▶ **About this task**
As you reproduce every line below, keep it exactly as written and leave out the images.

▶ **Extracted data**
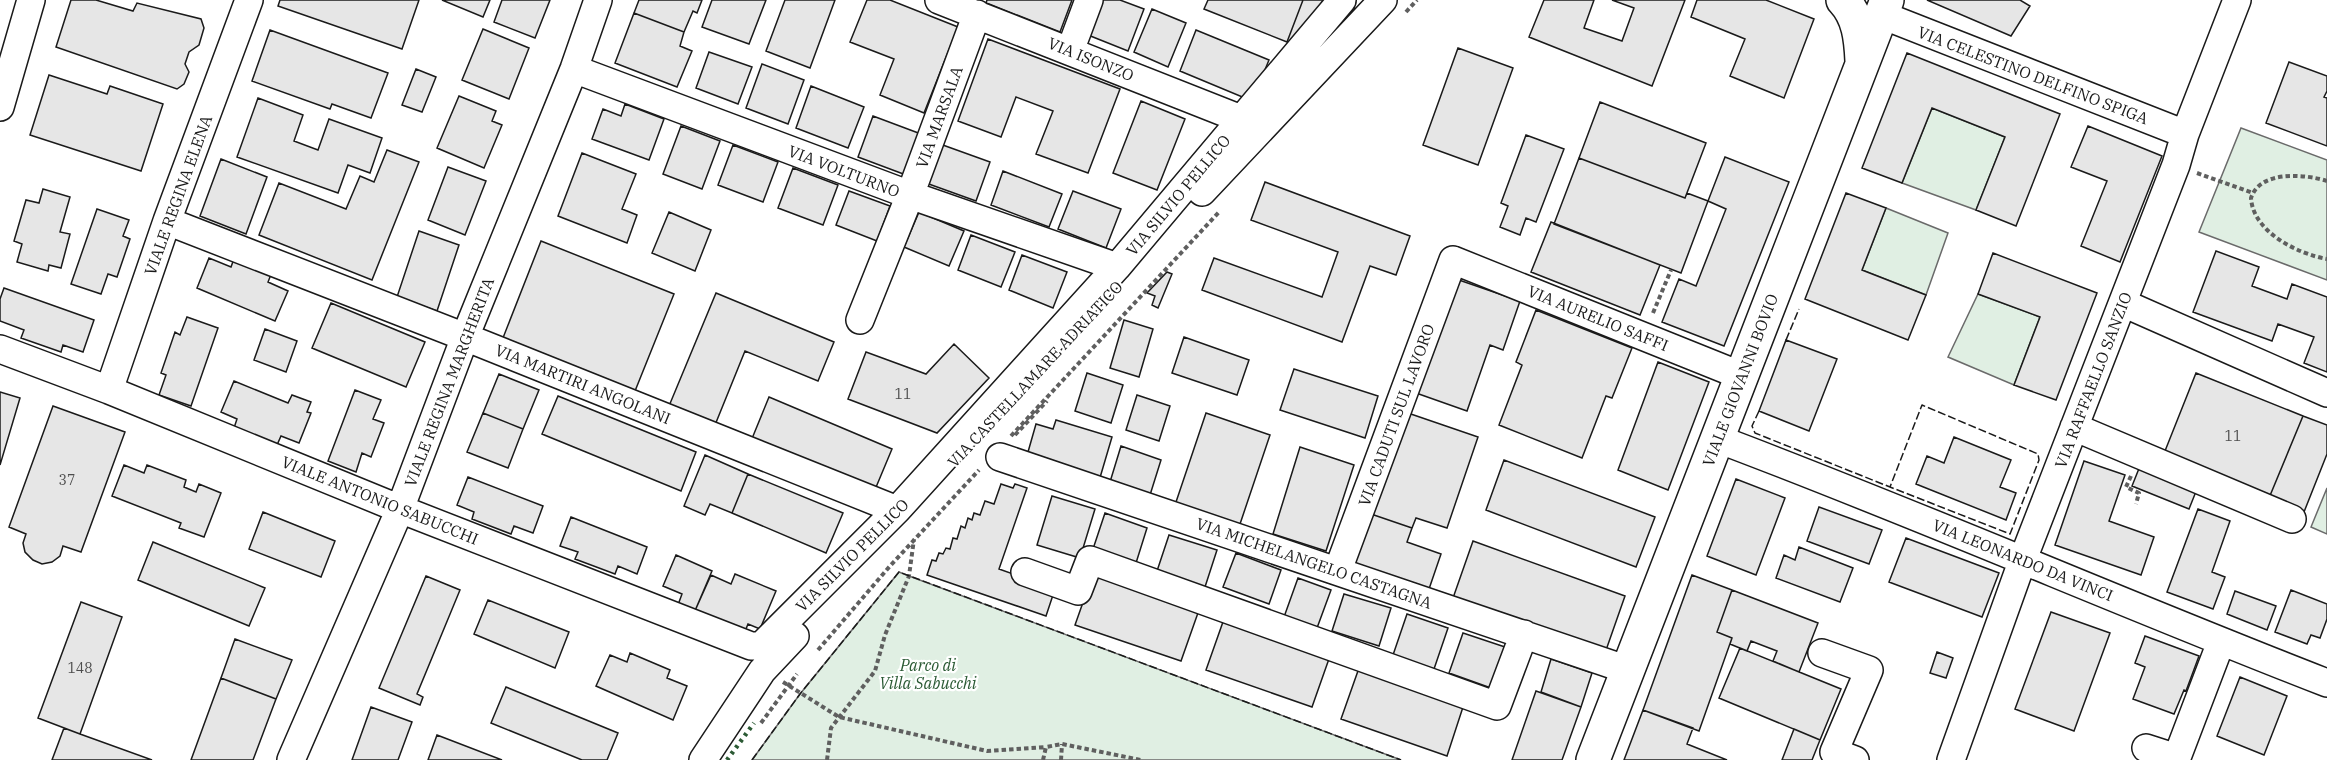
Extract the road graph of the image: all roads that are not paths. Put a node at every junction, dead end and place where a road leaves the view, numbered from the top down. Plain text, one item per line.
1 (31, 0) edge
2 (249, 0) edge
3 (598, 0) edge
4 (939, 0) edge
5 (1089, 0) edge
6 (1342, 0) edge
7 (1383, 0) edge
8 (2237, 0) edge
9 (1867, 8) edge
10 (976, 14) junction
11 (1070, 51) junction
12 (574, 69) junction
13 (0, 107) edge
14 (1241, 119) junction
15 (2185, 134) junction
16 (910, 195) junction
17 (167, 221) junction
18 (1454, 260) joint
19 (1117, 267) junction
20 (2123, 303) junction
21 (860, 320) dead end
22 (465, 337) junction
23 (0, 349) edge
24 (1742, 376) junction
25 (109, 390) junction
26 (2327, 393) edge
27 (2074, 427) junction
28 (1718, 439) junction
29 (1002, 449) road end
30 (400, 509) junction
31 (897, 510) junction
32 (2292, 519) dead end
33 (2023, 559) junction
34 (1338, 570) junction
35 (1025, 572) dead end
36 (1524, 634) junction
37 (2221, 642) junction
38 (761, 646) joint
39 (1822, 653) dead end
40 (1628, 670) junction
41 (2327, 683) edge
42 (2146, 748) dead end
43 (2176, 759) edge
44 (291, 760) edge
45 (703, 760) edge
46 (1593, 760) edge
47 (1855, 760) edge
48 (1951, 760) edge

1 - 13 street
2 - 17 street, VIALE REGINA ELENA
3 - 12 street, VIALE REGINA MARGHERITA
4 - 10 street, VIA ISONZO
5 - 11 street
6 - 14 street, VIA SILVIO PELLICO
7 - 45 street, VIA CASTELLAMARE ADRIATICO
8 - 15 street, VIA RAFFAELLO SANZIO
9 - 15 street, VIA CELESTINO DELFINO SPIGA
9 - 24 main road, VIALE GIOVANNI BOVIO
10 - 11 street, VIA ISONZO
10 - 16 street, VIA MARSALA
11 - 14 street, VIA ISONZO
12 - 16 street, VIA VOLTURNO
12 - 22 street, VIALE REGINA MARGHERITA
14 - 19 street, VIA SILVIO PELLICO
15 - 20 street, VIA RAFFAELLO SANZIO
16 - 19 street, VIA VOLTURNO
16 - 21 street, VIA MARSALA
17 - 22 street, VIA MARTIRI ANGOLANI
17 - 25 street, VIALE REGINA ELENA
18 - 24 street, VIA AURELIO SAFFI
18 - 34 street, VIA CADUTI SUL LAVORO
19 - 31 street, VIA SILVIO PELLICO
20 - 26 street
20 - 27 street, VIA RAFFAELLO SANZIO
22 - 30 street, VIALE REGINA MARGHERITA
22 - 31 street, VIA MARTIRI ANGOLANI
23 - 25 street, VIALE ANTONIO SABUCCHI
24 - 28 main road, VIALE GIOVANNI BOVIO
25 - 30 street, VIALE ANTONIO SABUCCHI
27 - 32 street
27 - 33 street, VIA RAFFAELLO SANZIO
28 - 33 street, VIA LEONARDO DA VINCI
28 - 40 main road, VIALE GIOVANNI BOVIO
29 - 34 street, VIA MICHELANGELO CASTAGNA
30 - 38 street, VIALE ANTONIO SABUCCHI
30 - 44 street, VIALE REGINA MARGHERITA
31 - 38 street, VIA SILVIO PELLICO
33 - 37 street, VIA LEONARDO DA VINCI
33 - 48 street, VIA RAFFAELLO SANZIO
34 - 36 street, VIA MICHELANGELO CASTAGNA
35 - 36 street
36 - 40 street, VIA MICHELANGELO CASTAGNA
37 - 41 street, VIA LEONARDO DA VINCI
37 - 43 street
39 - 47 street
40 - 46 main road, VIALE GIOVANNI BOVIO
42 - 43 street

▶ **Worked solution**
Extract the road graph of the image: all roads that are not paths. Put a node at every junction, dead end and place where a road leaves the view, numbered from the top down. Plain text, one item per line.
1 (31, 0) edge
2 (249, 0) edge
3 (598, 0) edge
4 (939, 0) edge
5 (1089, 0) edge
6 (1342, 0) edge
7 (1383, 0) edge
8 (2237, 0) edge
9 (1867, 8) edge
10 (976, 14) junction
11 (1070, 51) junction
12 (574, 69) junction
13 (0, 107) edge
14 (1241, 119) junction
15 (2185, 134) junction
16 (910, 195) junction
17 (167, 221) junction
18 (1454, 260) joint
19 (1117, 267) junction
20 (2123, 303) junction
21 (860, 320) dead end
22 (465, 337) junction
23 (0, 349) edge
24 (1742, 376) junction
25 (109, 390) junction
26 (2327, 393) edge
27 (2074, 427) junction
28 (1718, 439) junction
29 (1002, 449) road end
30 (400, 509) junction
31 (897, 510) junction
32 (2292, 519) dead end
33 (2023, 559) junction
34 (1338, 570) junction
35 (1025, 572) dead end
36 (1524, 634) junction
37 (2221, 642) junction
38 (761, 646) joint
39 (1822, 653) dead end
40 (1628, 670) junction
41 (2327, 683) edge
42 (2146, 748) dead end
43 (2176, 759) edge
44 (291, 760) edge
45 (703, 760) edge
46 (1593, 760) edge
47 (1855, 760) edge
48 (1951, 760) edge

1 - 13 street
2 - 17 street, VIALE REGINA ELENA
3 - 12 street, VIALE REGINA MARGHERITA
4 - 10 street, VIA ISONZO
5 - 11 street
6 - 14 street, VIA SILVIO PELLICO
7 - 45 street, VIA CASTELLAMARE ADRIATICO
8 - 15 street, VIA RAFFAELLO SANZIO
9 - 15 street, VIA CELESTINO DELFINO SPIGA
9 - 24 main road, VIALE GIOVANNI BOVIO
10 - 11 street, VIA ISONZO
10 - 16 street, VIA MARSALA
11 - 14 street, VIA ISONZO
12 - 16 street, VIA VOLTURNO
12 - 22 street, VIALE REGINA MARGHERITA
14 - 19 street, VIA SILVIO PELLICO
15 - 20 street, VIA RAFFAELLO SANZIO
16 - 19 street, VIA VOLTURNO
16 - 21 street, VIA MARSALA
17 - 22 street, VIA MARTIRI ANGOLANI
17 - 25 street, VIALE REGINA ELENA
18 - 24 street, VIA AURELIO SAFFI
18 - 34 street, VIA CADUTI SUL LAVORO
19 - 31 street, VIA SILVIO PELLICO
20 - 26 street
20 - 27 street, VIA RAFFAELLO SANZIO
22 - 30 street, VIALE REGINA MARGHERITA
22 - 31 street, VIA MARTIRI ANGOLANI
23 - 25 street, VIALE ANTONIO SABUCCHI
24 - 28 main road, VIALE GIOVANNI BOVIO
25 - 30 street, VIALE ANTONIO SABUCCHI
27 - 32 street
27 - 33 street, VIA RAFFAELLO SANZIO
28 - 33 street, VIA LEONARDO DA VINCI
28 - 40 main road, VIALE GIOVANNI BOVIO
29 - 34 street, VIA MICHELANGELO CASTAGNA
30 - 38 street, VIALE ANTONIO SABUCCHI
30 - 44 street, VIALE REGINA MARGHERITA
31 - 38 street, VIA SILVIO PELLICO
33 - 37 street, VIA LEONARDO DA VINCI
33 - 48 street, VIA RAFFAELLO SANZIO
34 - 36 street, VIA MICHELANGELO CASTAGNA
35 - 36 street
36 - 40 street, VIA MICHELANGELO CASTAGNA
37 - 41 street, VIA LEONARDO DA VINCI
37 - 43 street
39 - 47 street
40 - 46 main road, VIALE GIOVANNI BOVIO
42 - 43 street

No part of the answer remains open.